Here, you are exercising the application in order to validate your KPIs will trend with the workload. If the KPI doesn’t budge or make sense, it gets tossed out. Plain and simple.
Also, set up your monitoring interval to collect 3 values per sustained load. In this case since we are increasing every 45 seconds, you will want to have the load tool sampling every 15 seconds. The reason for 3 is that when graphed out, 3 sustained data points gives a plateau on the graphed line, while 1 will give a peak. Plateaus are trends. More on this in the next blog.
Catch unanticipated resources. Perhaps not all of the resources are caught during the review of the architecture diagram, so next, spin up a fast ramping load test. Again, we don’t care about the results, this is just an investigation to see what processes and OS activites spin up.
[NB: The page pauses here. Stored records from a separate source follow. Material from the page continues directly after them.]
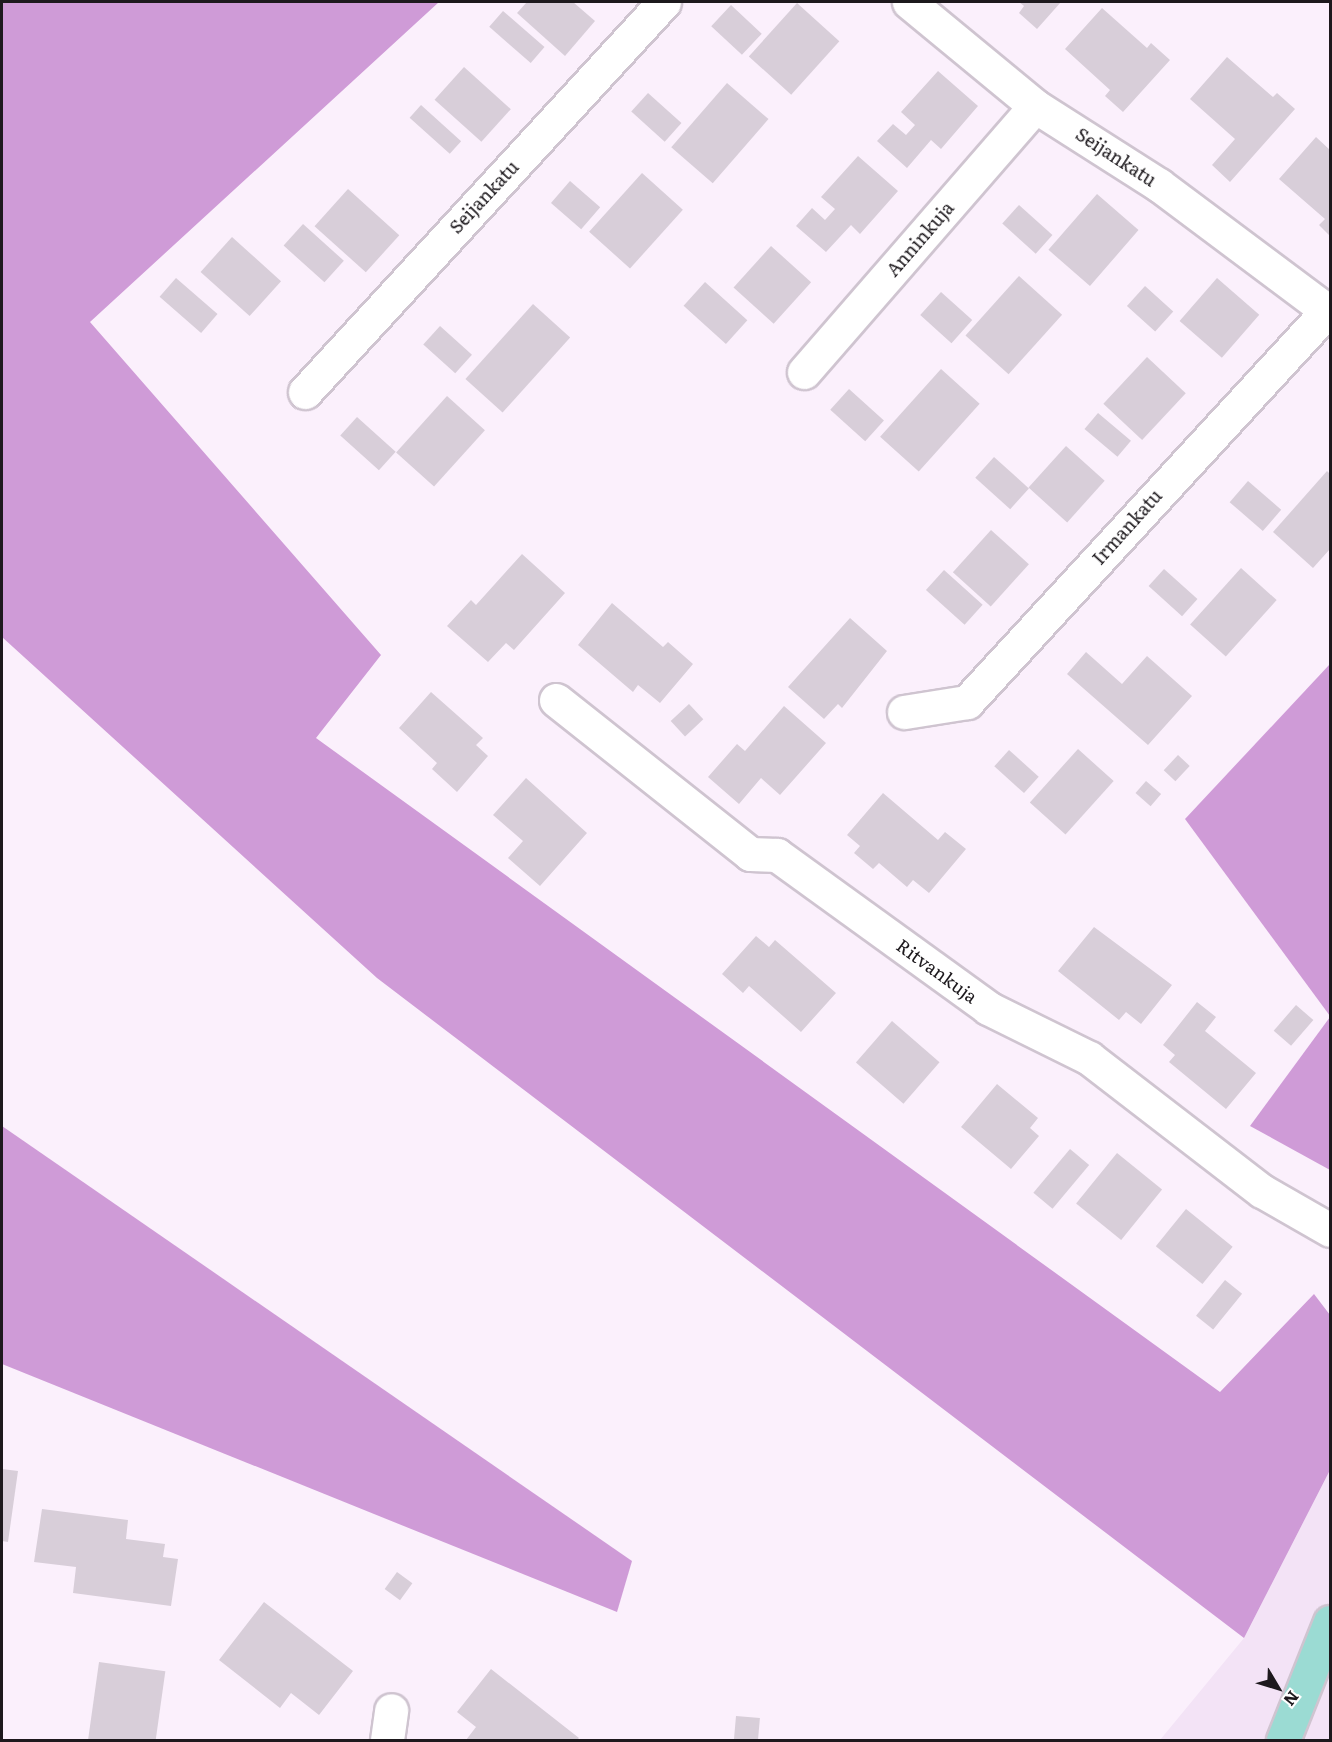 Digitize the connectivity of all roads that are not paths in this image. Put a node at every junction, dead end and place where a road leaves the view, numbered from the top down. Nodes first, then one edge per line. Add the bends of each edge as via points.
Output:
1 (664, 2) edge
2 (909, 2) edge
3 (1035, 106) junction
4 (1328, 309) edge
5 (804, 372) dead end
6 (305, 392) dead end
7 (556, 700) dead end
8 (904, 712) dead end
9 (1330, 1230) edge
10 (1330, 1622) edge
11 (1283, 1740) edge

1 - 6 street, Seijankatu
2 - 3 street, Seijankatu
3 - 4 street, Seijankatu via 1159,185
3 - 5 street, Anninkuja
4 - 8 street, Irmankatu via 967,702
7 - 9 street, Ritvankuja via 750,854 777,855 988,1008 1089,1058 1262,1191
10 - 11 main road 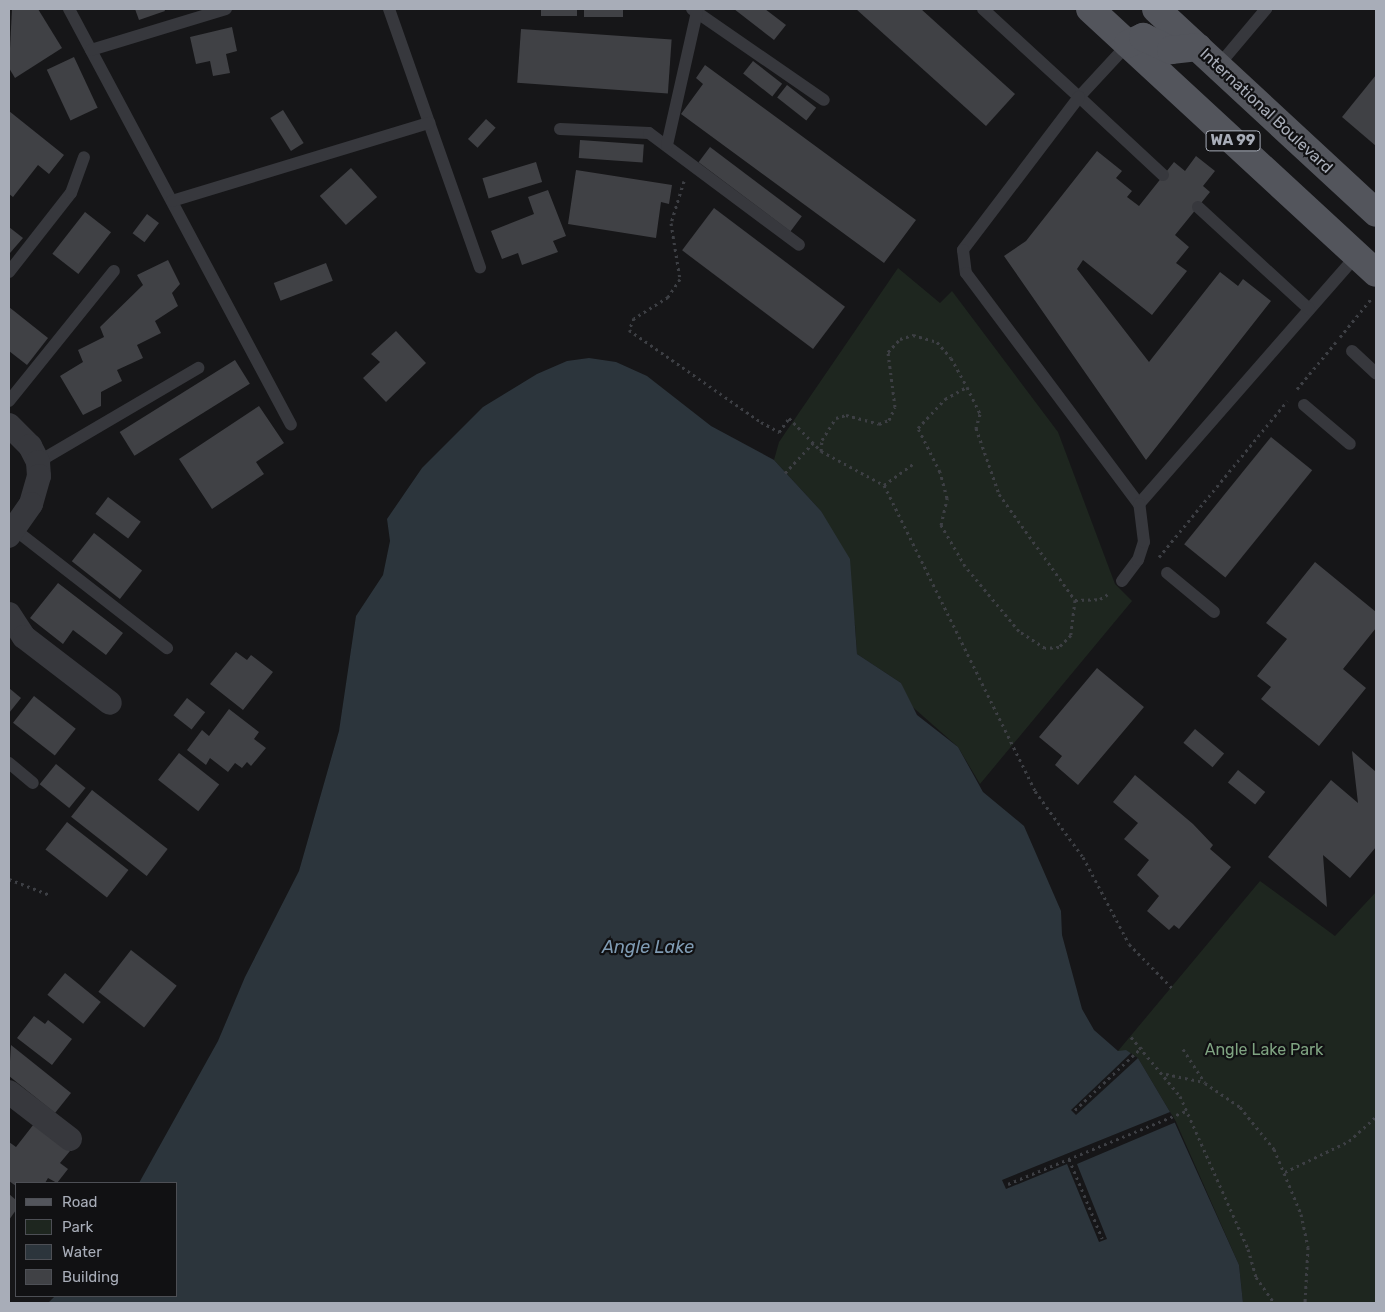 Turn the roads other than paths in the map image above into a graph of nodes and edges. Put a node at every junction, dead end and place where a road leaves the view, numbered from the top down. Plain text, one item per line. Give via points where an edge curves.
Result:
1 (69, 9) edge
2 (226, 9) edge
3 (389, 9) edge
4 (983, 9) edge
5 (1090, 9) edge
6 (1156, 9) edge
7 (1266, 9) edge
8 (694, 10) edge
9 (1128, 44) junction
10 (1198, 47) junction
11 (91, 50) junction
12 (1218, 66) junction
13 (1079, 97) junction
14 (824, 100) dead end
15 (429, 123) junction
16 (560, 129) dead end
17 (667, 145) junction
18 (84, 157) dead end
19 (1163, 175) dead end
20 (172, 201) junction
21 (1198, 206) dead end
22 (1376, 213) edge
23 (799, 245) dead end
24 (1357, 255) junction
25 (480, 267) dead end
26 (114, 271) dead end
27 (9, 272) edge
28 (1376, 273) edge
29 (1309, 310) junction
30 (1352, 351) dead end
31 (198, 368) dead end
32 (1376, 373) edge
33 (9, 401) edge
34 (1304, 405) dead end
35 (291, 424) dead end
36 (9, 425) edge
37 (1350, 444) dead end
38 (38, 462) junction
39 (1139, 504) junction
40 (11, 533) edge
41 (1167, 573) dead end
42 (1122, 582) dead end
43 (1214, 612) dead end
44 (9, 614) edge
45 (16, 634) edge
46 (167, 648) dead end
47 (110, 703) dead end
48 (9, 763) edge
49 (33, 783) dead end
50 (9, 1092) edge
51 (70, 1139) dead end

1 - 11 lane
2 - 11 lane
3 - 15 lane
4 - 13 lane
5 - 9 main road, WA 99
6 - 10 main road, International Boulevard / WA 99
7 - 12 lane
8 - 14 lane
8 - 17 lane
9 - 10 main road via 1142,37 1171,50
9 - 13 lane
9 - 24 main road, WA 99
10 - 12 main road, International Boulevard / WA 99
11 - 20 lane
12 - 22 main road, International Boulevard / WA 99
13 - 19 lane
13 - 39 lane via 963,250 966,273
15 - 20 lane
15 - 25 lane
16 - 17 lane via 649,133
17 - 23 lane
18 - 27 lane via 71,193
20 - 35 lane
21 - 29 lane
24 - 28 main road, WA 99
24 - 29 lane
26 - 33 lane
29 - 39 lane
30 - 32 lane
31 - 38 lane
34 - 37 lane
36 - 38 street
38 - 40 street via 31,504
39 - 42 lane via 1144,542 1138,560
40 - 46 lane
41 - 43 lane
44 - 45 street
45 - 47 street
48 - 49 lane
50 - 51 street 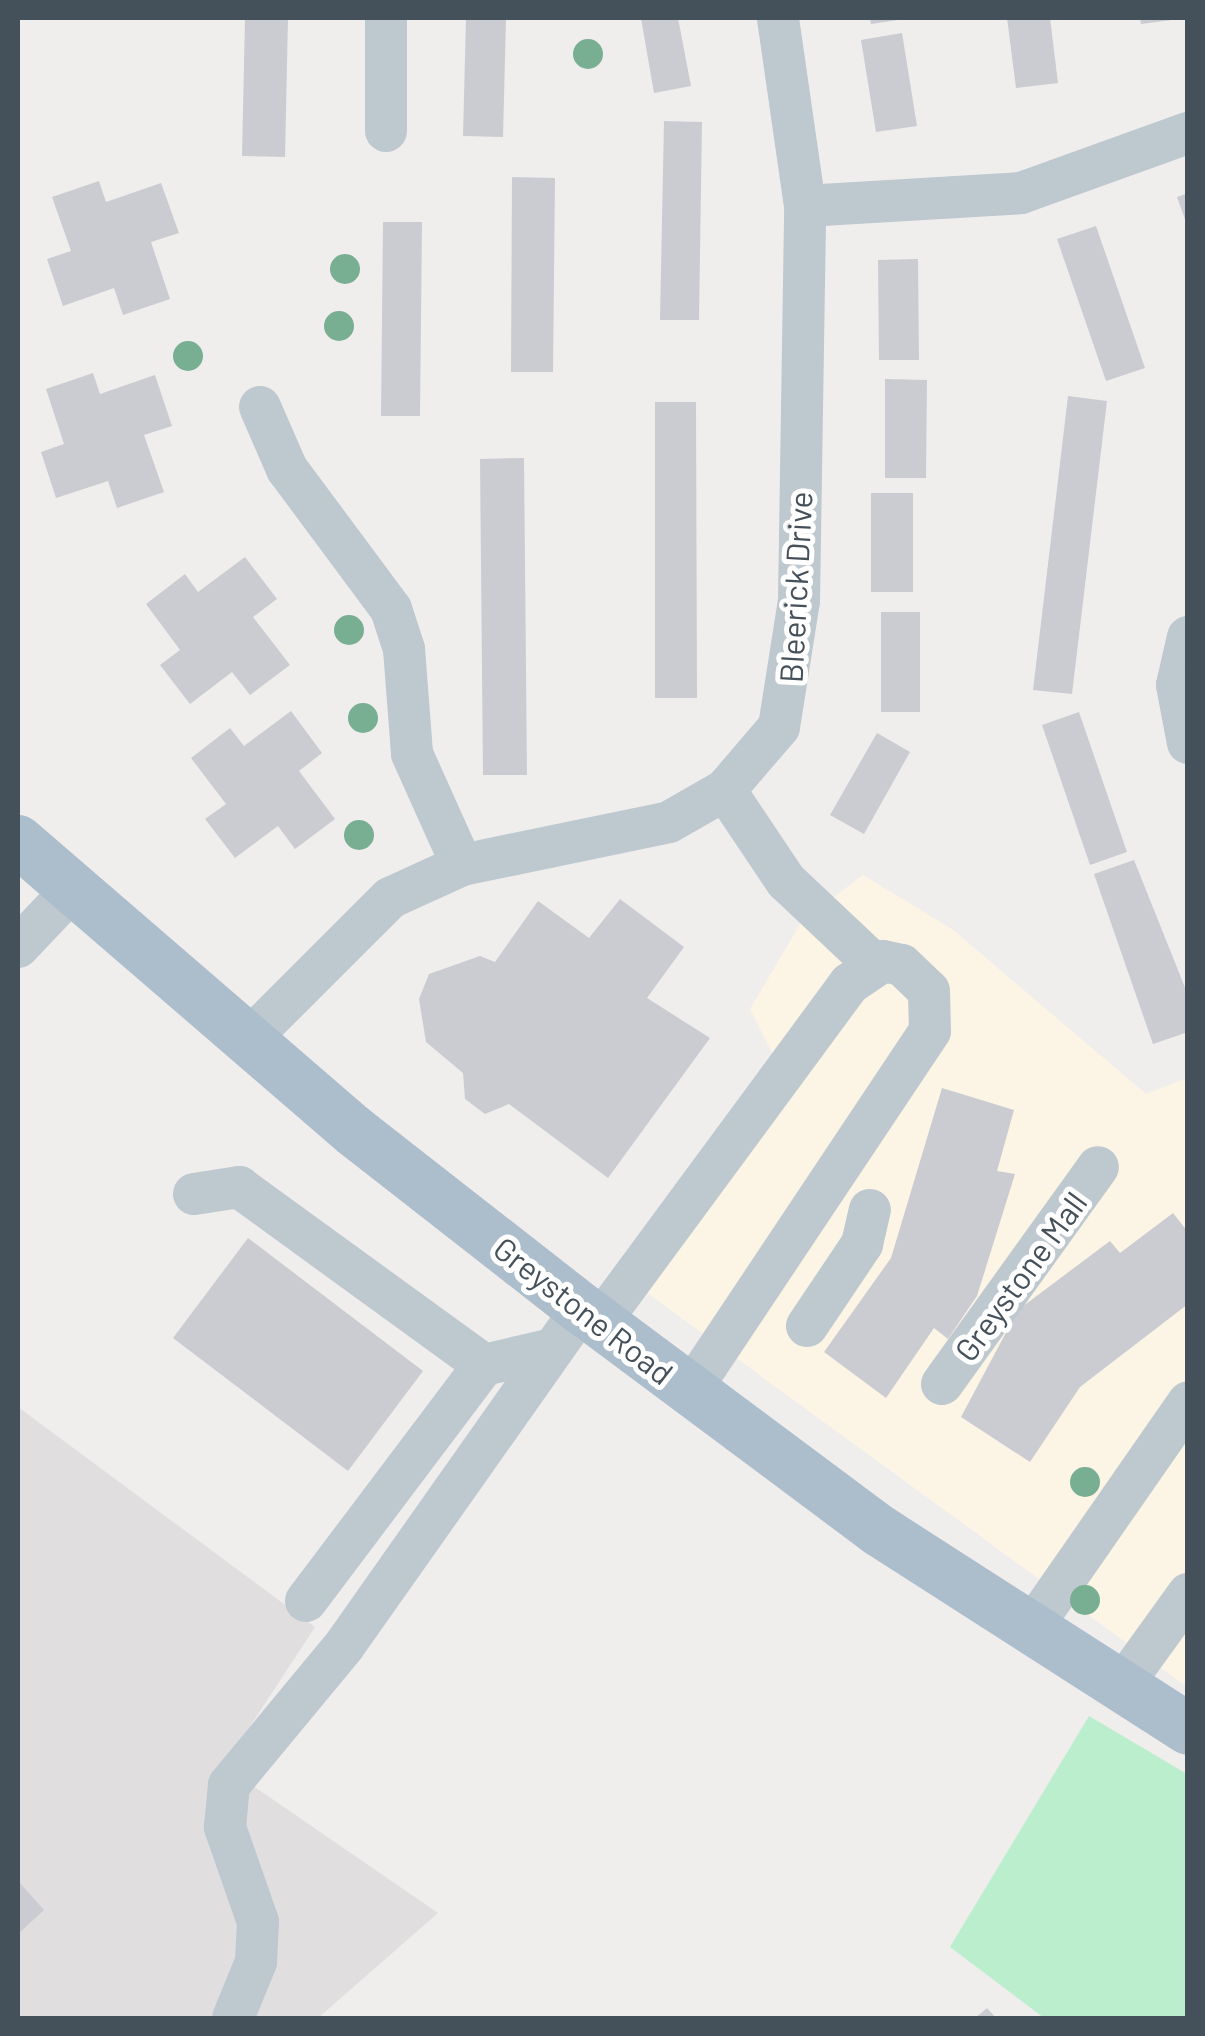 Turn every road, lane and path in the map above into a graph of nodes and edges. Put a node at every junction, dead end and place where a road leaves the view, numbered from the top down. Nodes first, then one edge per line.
1 (386, 18) edge
2 (778, 18) edge
3 (386, 131) dead end
4 (1188, 133) edge
5 (805, 206) junction
6 (260, 407) dead end
7 (1188, 636) edge
8 (1188, 743) edge
9 (725, 790) junction
10 (18, 840) edge
11 (462, 865) junction
12 (73, 889) junction
13 (18, 948) edge
14 (874, 964) junction
15 (248, 1040) junction
16 (1098, 1167) dead end
17 (194, 1194) dead end
18 (870, 1210) dead end
19 (792, 1238) junction
20 (842, 1271) junction
21 (807, 1326) dead end
22 (578, 1327) junction
23 (484, 1365) junction
24 (942, 1384) dead end
25 (690, 1391) junction
26 (1188, 1403) edge
27 (1188, 1594) edge
28 (306, 1600) dead end
29 (1030, 1630) junction
30 (1121, 1687) junction
31 (1188, 1729) edge
32 (234, 2018) edge

1 - 3 street
2 - 5 street, Bleerick Drive
4 - 5 street
5 - 9 street, Bleerick Drive
6 - 11 street
7 - 8 street
9 - 11 street, Bleerick Drive
9 - 14 street
10 - 12 main road, Greystone Road
11 - 15 street, Bleerick Drive
12 - 13 street
12 - 15 main road, Greystone Road
14 - 19 street
14 - 22 street
15 - 22 main road, Greystone Road
16 - 24 street, Greystone Mall
17 - 23 street
18 - 20 street
19 - 20 street
19 - 25 street
20 - 21 street
22 - 23 street
22 - 25 main road, Greystone Road
22 - 32 street
23 - 28 street
25 - 29 main road, Greystone Road
26 - 29 street
27 - 30 street
29 - 30 main road, Greystone Road
30 - 31 main road, Greystone Road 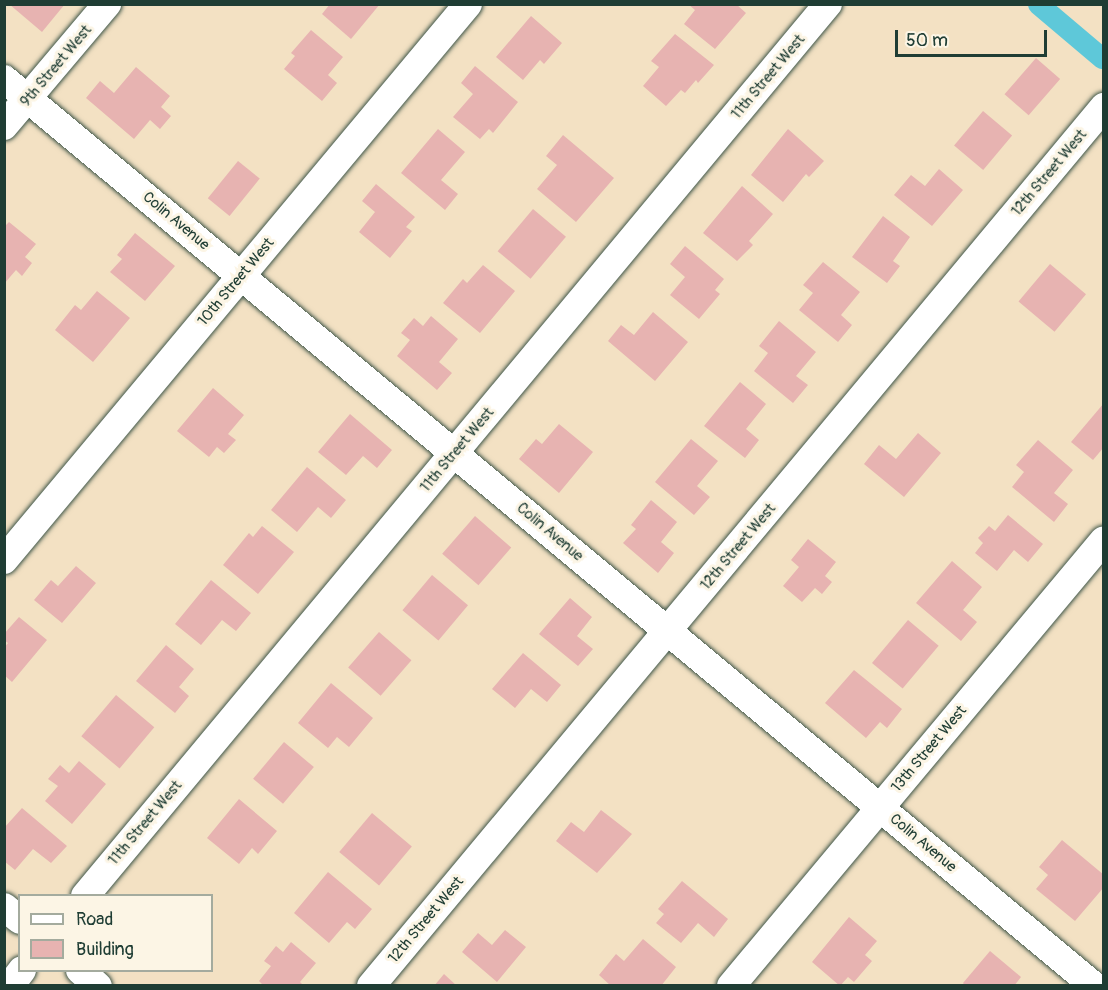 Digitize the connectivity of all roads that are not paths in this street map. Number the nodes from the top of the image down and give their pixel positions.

If you notice an external process and have no idea what it is doing, ask! Could be a KPI candidate to add to your harness.
3. Clear the Clutter - Reduce the Number of Transactions You Analyze
Now that we are getting into the analysis phase, we are going to significantly reduce the number of transactions that we will graph out and actually use for analysis. The reason behind this is because there are likely 25, 50, maybe 100’s tagged business transactions. This is too many to efficiently analyze.
All of these business transactions are using shared resources of the deployment. So you are going to pick a few to avoid analysis paralysis. Which ones? I recommend you choose your transactions based on your unique application.
From the results of your upcoming single user load test, choose the landing page, the login, the business transaction that has the highest response time, and the transaction with the lowest response time.
You will also include and graph out ALL the engineering transactions. The number of engineering transactions will differ depending on how many tiers in the deployment. If the deployment has 5 tiers, that’s 5 engineering transactions.
Now, instead of analyzing the sum total of all transactions executing in a load test emulating a realistic load, you are graphing out only a subset and the response times graph will be less chaotic and far easier to analyze. Of course, when you are creating performance reports, you will include response times for all of the business transactions.